I must confess that I have become addicted to JAG despite the ludicrous story line. I suspect that I am not alone.   However, as a public affairs guy I will say that the show is a work of propagandistic genius for the US Navy. It must drive a whole lot of recruits to the service who want to wear cool uniforms, fly fighters, defend innocent ratings in courts martial, do the odd secret mission overseas and still have the coolest boss in the world (Admiral Chegwidden. Not sure I am warming up the new JAG marine guy but it's still early days.) Don't we all wish that we worked for an Admiral Chegwidden?

The closest we've come in Canada is Truth, Duty, Valour- not a bad show but lacks the glamour of JAG.


----------



## Infanteer (12 Dec 2004)

I watch JAG for 1 reason and 1 reason alone....


----------



## mdh (12 Dec 2004)

Infanteer,

Let me modify my comments and say instead that you sir, are a genius for posting that jpeg!


----------



## aesop081 (12 Dec 2004)

Wait a minute..........

there's a Catherine Bell look-alike here at the nav school................thanks for the pic....now i wont be able to pay attention in class !!


----------



## mdh (12 Dec 2004)

Ok it's time for me to transfer to the air force...


----------



## aesop081 (12 Dec 2004)

hehe...i love being in the same school as the navs.......that trade is full of hotties !....students anyways......only one good looking instructor  :-[


----------



## Thompson_JM (13 Dec 2004)

Dang Infanteer.... Semper Fi indeed!  ;D

Its a Funny Show, but like any Fictional show, its just that. Fiction.. 

i WISH my job was as exciting as those JAG guys have got it....


----------



## 1feral1 (13 Dec 2004)

Ms Bell is as hot as WP! Ouch!

Did you know she was born in London (UK) and her Mum is originally from the Middle East?      Iranian I do believe.
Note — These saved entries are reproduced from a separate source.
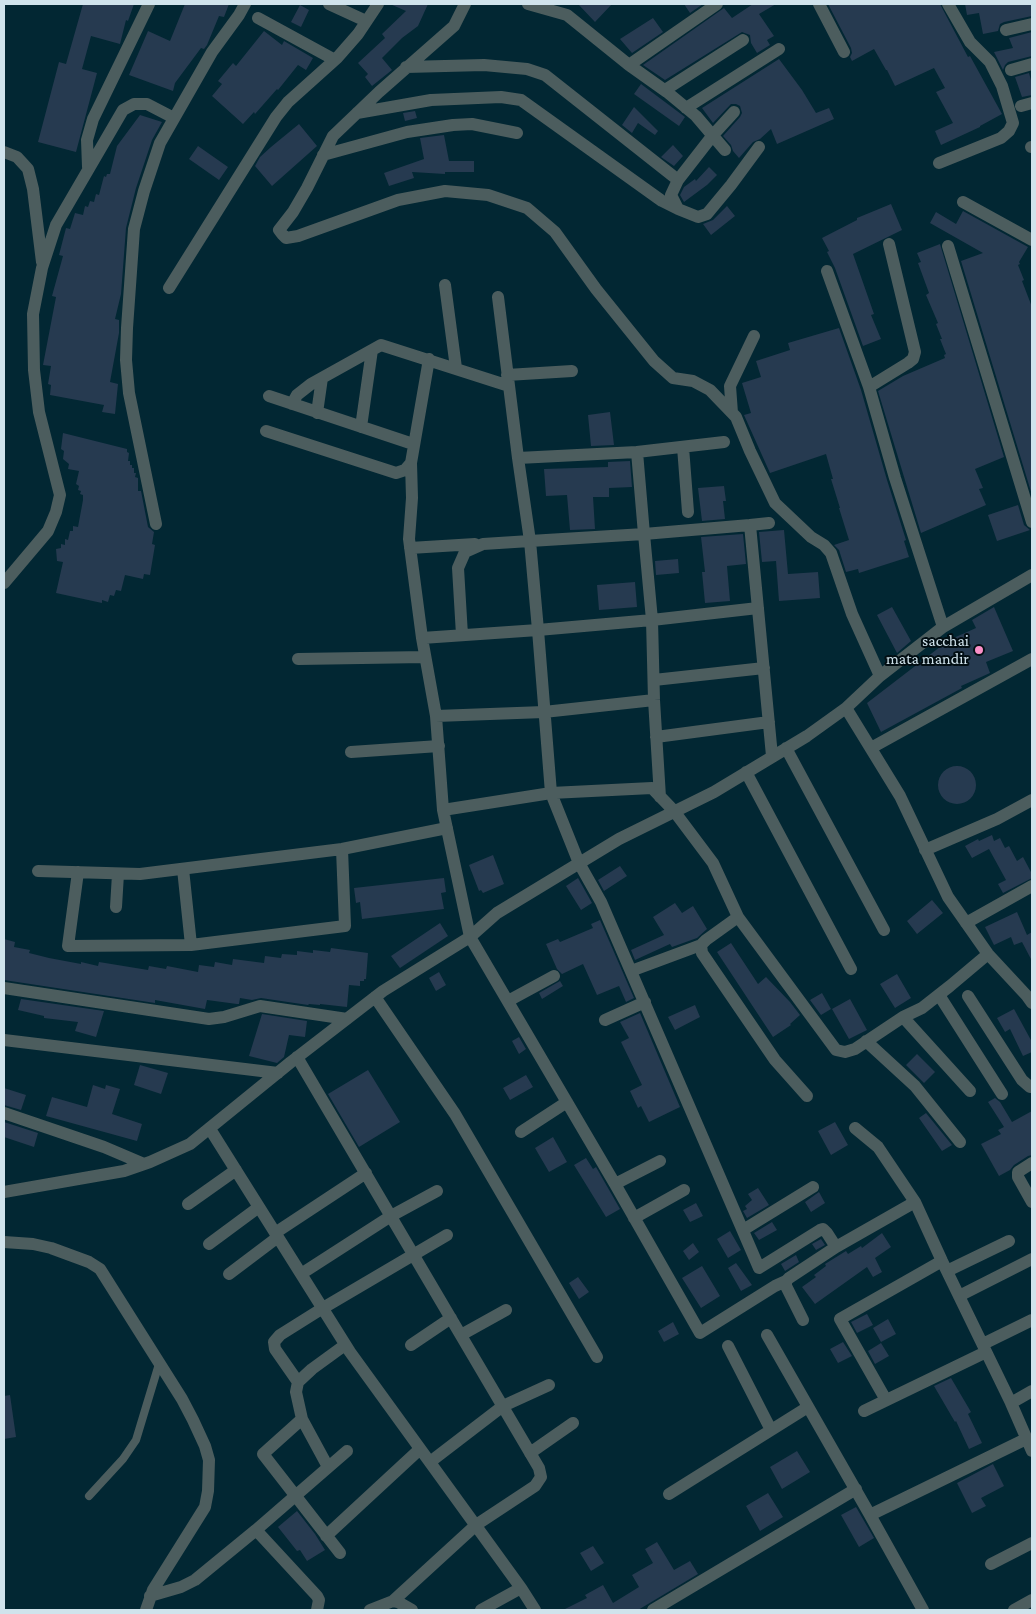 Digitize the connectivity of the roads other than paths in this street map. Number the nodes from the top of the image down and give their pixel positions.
1 (149, 4) edge
2 (245, 4) edge
3 (330, 4) edge
4 (378, 4) edge
5 (465, 4) edge
6 (528, 4) edge
7 (717, 4) edge
8 (819, 4) edge
9 (948, 4) edge
10 (258, 18) dead end
11 (366, 21) junction
12 (1032, 24) edge
13 (1006, 30) dead end
14 (743, 40) dead end
15 (779, 49) dead end
16 (844, 52) dead end
17 (335, 60) junction
18 (1032, 64) edge
19 (629, 65) junction
20 (406, 67) junction
21 (1012, 70) dead end
22 (665, 90) junction
23 (686, 108) junction
24 (357, 112) junction
25 (734, 112) dead end
26 (174, 118) junction
27 (517, 133) dead end
28 (713, 135) junction
29 (759, 147) dead end
30 (725, 150) dead end
31 (4, 152) edge
32 (324, 155) junction
33 (939, 163) dead end
34 (88, 170) junction
35 (678, 180) junction
36 (963, 202) dead end
37 (678, 209) junction
38 (1032, 240) edge
39 (889, 244) dead end
40 (948, 246) dead end
41 (42, 268) junction
42 (827, 271) dead end
43 (445, 285) dead end
44 (169, 288) dead end
45 (498, 296) dead end
46 (754, 336) dead end
47 (372, 350) junction
48 (429, 359) junction
49 (456, 368) junction
50 (572, 371) dead end
51 (322, 378) junction
52 (508, 381) junction
53 (869, 387) junction
54 (269, 396) dead end
55 (292, 404) junction
56 (318, 413) junction
57 (732, 413) junction
58 (361, 427) junction
59 (266, 431) dead end
60 (724, 442) dead end
61 (413, 444) junction
62 (683, 447) junction
63 (637, 452) junction
64 (518, 458) junction
65 (411, 463) junction
66 (688, 512) dead end
67 (1032, 522) edge
68 (769, 523) dead end
69 (156, 524) dead end
70 (750, 525) junction
71 (644, 534) junction
72 (530, 541) junction
73 (483, 544) junction
74 (410, 548) junction
75 (1032, 575) edge
76 (4, 583) edge
77 (758, 608) junction
78 (652, 620) junction
79 (943, 627) junction
80 (538, 630) junction
81 (462, 635) junction
82 (422, 638) junction
83 (426, 657) junction
84 (298, 659) dead end
85 (1032, 659) edge
86 (764, 668) junction
87 (880, 676) junction
88 (654, 680) junction
89 (654, 700) junction
90 (846, 708) junction
91 (544, 712) junction
92 (436, 716) junction
93 (769, 722) junction
94 (656, 737) junction
95 (438, 746) junction
96 (786, 748) junction
97 (871, 748) junction
98 (351, 752) dead end
99 (772, 756) junction
100 (746, 772) junction
101 (551, 793) junction
102 (660, 797) junction
103 (1032, 800) edge
104 (443, 810) junction
105 (674, 811) junction
106 (447, 828) junction
107 (342, 849) junction
108 (926, 850) junction
109 (578, 863) junction
110 (183, 869) junction
111 (38, 870) dead end
112 (78, 872) junction
113 (118, 874) junction
114 (1032, 886) edge
115 (116, 907) dead end
116 (738, 917) junction
117 (966, 923) junction
118 (884, 930) dead end
119 (470, 937) junction
120 (701, 945) junction
121 (191, 946) junction
122 (988, 954) junction
123 (851, 969) dead end
124 (631, 971) junction
125 (554, 976) dead end
126 (4, 988) edge
127 (939, 995) junction
128 (375, 996) junction
129 (968, 996) dead end
130 (508, 1001) junction
131 (644, 1002) junction
132 (1032, 1004) edge
133 (903, 1017) junction
134 (346, 1019) junction
135 (605, 1020) dead end
136 (4, 1040) edge
137 (866, 1041) junction
138 (297, 1057) junction
139 (278, 1073) junction
140 (1032, 1087) edge
141 (970, 1092) dead end
142 (1002, 1094) dead end
143 (807, 1096) dead end
144 (568, 1102) junction
145 (4, 1113) edge
146 (855, 1128) dead end
147 (210, 1129) junction
148 (521, 1132) dead end
149 (960, 1142) dead end
150 (660, 1161) dead end
151 (1032, 1163) edge
152 (144, 1164) junction
153 (236, 1170) junction
154 (366, 1174) junction
155 (615, 1184) junction
156 (813, 1187) dead end
157 (684, 1190) dead end
158 (437, 1191) dead end
159 (4, 1192) edge
160 (915, 1202) junction
161 (1032, 1202) edge
162 (188, 1204) dead end
163 (259, 1207) junction
164 (391, 1216) junction
165 (634, 1218) junction
166 (743, 1230) junction
167 (277, 1235) junction
168 (446, 1235) dead end
169 (1009, 1241) dead end
170 (4, 1242) edge
171 (209, 1244) dead end
172 (836, 1247) junction
173 (413, 1254) junction
174 (1032, 1259) edge
175 (944, 1266) junction
176 (229, 1274) dead end
177 (301, 1274) junction
178 (786, 1281) junction
179 (959, 1296) junction
180 (322, 1308) junction
181 (506, 1310) dead end
182 (451, 1318) junction
183 (803, 1320) dead end
184 (1032, 1320) edge
185 (767, 1335) dead end
186 (461, 1336) junction
187 (411, 1344) dead end
188 (345, 1345) junction
189 (728, 1346) dead end
190 (984, 1348) junction
191 (597, 1357) dead end
192 (160, 1364) junction
193 (298, 1382) junction
194 (549, 1385) dead end
195 (1032, 1391) edge
196 (886, 1400) junction
197 (1011, 1403) junction
198 (503, 1406) junction
199 (808, 1407) junction
200 (864, 1411) dead end
201 (302, 1418) junction
202 (573, 1423) dead end
203 (771, 1430) junction
204 (1026, 1439) junction
205 (420, 1449) junction
206 (347, 1451) dead end
207 (1032, 1451) edge
208 (530, 1453) junction
209 (430, 1462) junction
210 (328, 1467) junction
211 (856, 1489) junction
212 (669, 1494) dead end
213 (89, 1496) dead end
214 (295, 1496) junction
215 (870, 1515) junction
216 (476, 1525) junction
217 (256, 1530) junction
218 (326, 1536) junction
219 (1032, 1543) edge
220 (340, 1554) dead end
221 (991, 1564) dead end
222 (521, 1588) junction
223 (150, 1596) junction
224 (1032, 1600) edge
225 (393, 1601) junction
226 (146, 1610) edge
227 (317, 1610) edge
228 (370, 1610) edge
229 (412, 1610) edge
230 (481, 1610) edge
231 (535, 1610) edge
232 (653, 1610) edge
233 (924, 1610) edge
234 (1014, 1610) edge

1 - 34 street
2 - 26 street
3 - 11 street
4 - 11 street
5 - 20 street
6 - 19 street
7 - 19 street
8 - 16 street
9 - 33 street
10 - 17 street
11 - 17 street
12 - 13 street
14 - 22 street
15 - 23 street
17 - 44 street
18 - 21 street
19 - 22 street
20 - 24 street
20 - 35 street
22 - 23 street
23 - 28 street
24 - 32 street
24 - 37 street
25 - 28 street
26 - 34 street
26 - 69 street
27 - 32 street
28 - 30 street
28 - 35 street
29 - 37 street
31 - 41 street
32 - 57 street
34 - 41 street
35 - 37 street
36 - 38 street
39 - 53 street
40 - 67 street
41 - 76 street
42 - 53 street
43 - 49 street
45 - 52 street
46 - 57 street
47 - 48 street
47 - 51 street
47 - 58 street
48 - 49 street
48 - 61 street
49 - 52 street
50 - 52 street
51 - 55 street
51 - 56 street
52 - 64 street
53 - 79 street
54 - 55 street
55 - 56 street
56 - 58 street
57 - 87 street
58 - 61 street
59 - 65 street
60 - 62 street
61 - 65 street
62 - 63 street
62 - 66 street
63 - 64 street
63 - 71 street
64 - 72 street
65 - 74 street
68 - 70 street
70 - 71 street
70 - 77 street
71 - 72 street
71 - 78 street
72 - 73 street
72 - 80 street
73 - 74 street
73 - 81 street
74 - 82 street
75 - 79 street
77 - 78 street
77 - 86 street
78 - 80 street
78 - 88 street
79 - 87 street
80 - 81 street
80 - 91 street
81 - 82 street
82 - 83 street
83 - 84 street
83 - 92 street
85 - 97 street
86 - 88 street
86 - 93 street
87 - 90 street
88 - 89 street
89 - 91 street
89 - 94 street
90 - 96 street
90 - 97 street
91 - 92 street
91 - 101 street
92 - 95 street
93 - 94 street
93 - 99 street
94 - 102 street
95 - 98 street
95 - 104 street
96 - 99 street
96 - 118 street
97 - 108 street
99 - 100 street
100 - 105 street
100 - 123 street
101 - 102 street
101 - 104 street
101 - 109 street
102 - 105 street
103 - 108 street
104 - 106 street
105 - 109 street
105 - 116 street
106 - 107 street
106 - 119 street
107 - 110 street
107 - 121 street
108 - 117 street
109 - 119 street
109 - 124 street
110 - 113 street
110 - 121 street
111 - 112 street
112 - 113 street
112 - 121 street
113 - 115 street
114 - 117 street
116 - 120 street
116 - 137 street
117 - 122 street
119 - 128 street
119 - 130 street
120 - 124 street
120 - 143 street
122 - 127 street
122 - 132 street
124 - 131 street
125 - 130 street
126 - 134 street
127 - 133 street
127 - 142 street
128 - 134 street
128 - 191 street
129 - 140 street
130 - 144 street
131 - 135 street
131 - 166 street
133 - 137 street
133 - 141 street
134 - 138 street
136 - 139 street
137 - 149 street
138 - 139 street
138 - 154 street
139 - 147 street
144 - 148 street
144 - 155 street
145 - 152 street
146 - 160 street
147 - 152 street
147 - 153 street
150 - 155 street
151 - 161 street
152 - 159 street
153 - 162 street
153 - 163 street
154 - 164 street
154 - 167 street
155 - 165 street
156 - 166 street
157 - 165 street
158 - 164 street
160 - 172 street
160 - 175 street
163 - 167 street
163 - 171 street
164 - 173 street
164 - 177 street
165 - 178 street
166 - 172 street
167 - 176 street
167 - 177 street
168 - 173 street
169 - 175 street
170 - 192 street
172 - 178 street
173 - 180 street
173 - 182 street
174 - 179 street
175 - 179 street
175 - 196 street
177 - 180 street
178 - 183 street
179 - 190 street
180 - 188 street
180 - 193 street
181 - 186 street
182 - 186 street
182 - 187 street
184 - 190 street
185 - 199 street
186 - 198 street
188 - 193 street
188 - 205 street
189 - 203 street
190 - 196 street
190 - 197 street
192 - 213 lane
192 - 223 street
193 - 201 street
194 - 198 street
195 - 197 street
196 - 200 street
197 - 204 street
198 - 208 street
198 - 209 street
199 - 203 street
199 - 211 street
201 - 210 street
201 - 214 street
202 - 208 street
203 - 212 street
204 - 207 street
204 - 215 street
205 - 209 street
205 - 218 street
206 - 210 street
208 - 216 street
209 - 216 street
210 - 214 street
211 - 215 street
211 - 232 street
214 - 217 street
214 - 218 street
215 - 233 street
216 - 222 street
216 - 225 street
217 - 223 street
217 - 227 street
218 - 220 street
219 - 221 street
222 - 230 street
222 - 231 street
223 - 226 street
224 - 234 street
225 - 228 street
225 - 229 street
CB can speak fluent arabic.

Check her website out.

Cold beers,

Wes


----------



## Scratch_043 (13 Dec 2004)

mdh said:
			
		

> I must confess that I have become addicted to JAG despite the ludicrous story line. I suspect that I am not alone.  However, as a public affairs guy I will say that the show is a work of propagandistic genius for the US Navy. It must drive a whole lot of recruits to the service who want to wear cool uniforms, fly fighters, defend innocent ratings in courts martial, do the odd secret mission overseas and still have the coolest boss in the world (Admiral Chegwidden. Not sure I am warming up the new JAG marine guy but it's still early days.) Don't we all wish that we worked for an Admiral Chegwidden?
> 
> The closest we've come in Canada is Truth, Duty, Valour- not a bad show but lacks the glamour of JAG.


Seconded, I am addicted to the show too.

As for Infanteer's pic... DAMN. I admit, that is one of the main reasons that I am adddicted.

Did anyone see the episode where Lt. Roberts loses his leg (I'm not sure if it is the same one as the sub with the sub carrying the dirty nuke)


----------



## Northern Touch (13 Dec 2004)

Any show where one character can train with SEALs, Force Recon, Do HALO and HAHO jumps, fly any plane in the US inventory and then practice law on top of that is definitly a high quality story line..... :


----------



## foerestedwarrior (13 Dec 2004)

I have been knowen to watch a few episodes, but did any of you know that catherine bell did some softcore work before hitting it big?? Also, the one with the sub race, and roberts loosing his leg is the same one. Though, they are all like 2 seasons old. If only I could be a JAG, and go to Afghanistan, and get my own jeep, and weapons, and drive around by myuslef, then when attacked, use my pistole instead of the M16 right beside me :threat:


----------



## sigpig (13 Dec 2004)

foerestedwarrior said:
			
		

> but did any of you know that catherine bell did some softcore work before hitting it big??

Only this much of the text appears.